─── DATA FOR THIS EXERCISE

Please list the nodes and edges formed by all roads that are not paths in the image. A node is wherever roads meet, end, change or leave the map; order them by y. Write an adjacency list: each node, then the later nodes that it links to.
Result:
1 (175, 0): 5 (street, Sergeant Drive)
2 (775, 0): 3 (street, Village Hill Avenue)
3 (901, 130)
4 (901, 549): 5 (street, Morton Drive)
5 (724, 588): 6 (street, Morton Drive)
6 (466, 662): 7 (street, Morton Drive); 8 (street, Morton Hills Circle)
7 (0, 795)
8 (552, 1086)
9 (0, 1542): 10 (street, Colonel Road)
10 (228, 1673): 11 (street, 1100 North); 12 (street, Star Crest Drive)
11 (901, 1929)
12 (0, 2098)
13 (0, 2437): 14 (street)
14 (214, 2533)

──────

__TRY IT__
Output each line of the data exactly as it stands above.

__RESULT BELOW__
Please list the nodes and edges formed by all roads that are not paths in the image. A node is wherever roads meet, end, change or leave the map; order them by y. Write an adjacency list: each node, then the later nodes that it links to.
Result:
1 (175, 0): 5 (street, Sergeant Drive)
2 (775, 0): 3 (street, Village Hill Avenue)
3 (901, 130)
4 (901, 549): 5 (street, Morton Drive)
5 (724, 588): 6 (street, Morton Drive)
6 (466, 662): 7 (street, Morton Drive); 8 (street, Morton Hills Circle)
7 (0, 795)
8 (552, 1086)
9 (0, 1542): 10 (street, Colonel Road)
10 (228, 1673): 11 (street, 1100 North); 12 (street, Star Crest Drive)
11 (901, 1929)
12 (0, 2098)
13 (0, 2437): 14 (street)
14 (214, 2533)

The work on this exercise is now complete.